* [Work order]: Once you have read the listing, retype all of it exactly.

* [Working data]:
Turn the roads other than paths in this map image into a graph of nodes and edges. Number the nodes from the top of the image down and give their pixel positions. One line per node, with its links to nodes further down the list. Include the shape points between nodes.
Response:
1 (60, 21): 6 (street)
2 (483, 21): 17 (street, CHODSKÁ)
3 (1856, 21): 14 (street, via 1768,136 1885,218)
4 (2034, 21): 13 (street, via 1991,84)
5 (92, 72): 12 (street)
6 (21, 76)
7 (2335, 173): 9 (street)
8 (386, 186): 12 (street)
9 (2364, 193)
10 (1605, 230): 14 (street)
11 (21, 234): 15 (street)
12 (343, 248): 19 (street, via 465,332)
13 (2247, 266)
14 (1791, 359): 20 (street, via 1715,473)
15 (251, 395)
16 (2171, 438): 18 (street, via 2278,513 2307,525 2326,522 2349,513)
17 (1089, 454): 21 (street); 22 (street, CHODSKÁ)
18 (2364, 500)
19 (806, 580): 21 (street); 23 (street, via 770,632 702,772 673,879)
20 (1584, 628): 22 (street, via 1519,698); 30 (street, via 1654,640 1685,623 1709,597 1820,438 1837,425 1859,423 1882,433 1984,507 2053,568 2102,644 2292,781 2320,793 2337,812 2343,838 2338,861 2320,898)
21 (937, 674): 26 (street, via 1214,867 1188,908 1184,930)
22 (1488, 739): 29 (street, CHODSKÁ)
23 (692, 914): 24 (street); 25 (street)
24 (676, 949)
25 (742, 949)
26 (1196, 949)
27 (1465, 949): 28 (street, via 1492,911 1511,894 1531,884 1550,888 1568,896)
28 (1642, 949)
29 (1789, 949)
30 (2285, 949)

* [Answer section]:
Turn the roads other than paths in this map image into a graph of nodes and edges. Number the nodes from the top of the image down and give their pixel positions. One line per node, with its links to nodes further down the list. Include the shape points between nodes.
Response:
1 (60, 21): 6 (street)
2 (483, 21): 17 (street, CHODSKÁ)
3 (1856, 21): 14 (street, via 1768,136 1885,218)
4 (2034, 21): 13 (street, via 1991,84)
5 (92, 72): 12 (street)
6 (21, 76)
7 (2335, 173): 9 (street)
8 (386, 186): 12 (street)
9 (2364, 193)
10 (1605, 230): 14 (street)
11 (21, 234): 15 (street)
12 (343, 248): 19 (street, via 465,332)
13 (2247, 266)
14 (1791, 359): 20 (street, via 1715,473)
15 (251, 395)
16 (2171, 438): 18 (street, via 2278,513 2307,525 2326,522 2349,513)
17 (1089, 454): 21 (street); 22 (street, CHODSKÁ)
18 (2364, 500)
19 (806, 580): 21 (street); 23 (street, via 770,632 702,772 673,879)
20 (1584, 628): 22 (street, via 1519,698); 30 (street, via 1654,640 1685,623 1709,597 1820,438 1837,425 1859,423 1882,433 1984,507 2053,568 2102,644 2292,781 2320,793 2337,812 2343,838 2338,861 2320,898)
21 (937, 674): 26 (street, via 1214,867 1188,908 1184,930)
22 (1488, 739): 29 (street, CHODSKÁ)
23 (692, 914): 24 (street); 25 (street)
24 (676, 949)
25 (742, 949)
26 (1196, 949)
27 (1465, 949): 28 (street, via 1492,911 1511,894 1531,884 1550,888 1568,896)
28 (1642, 949)
29 (1789, 949)
30 (2285, 949)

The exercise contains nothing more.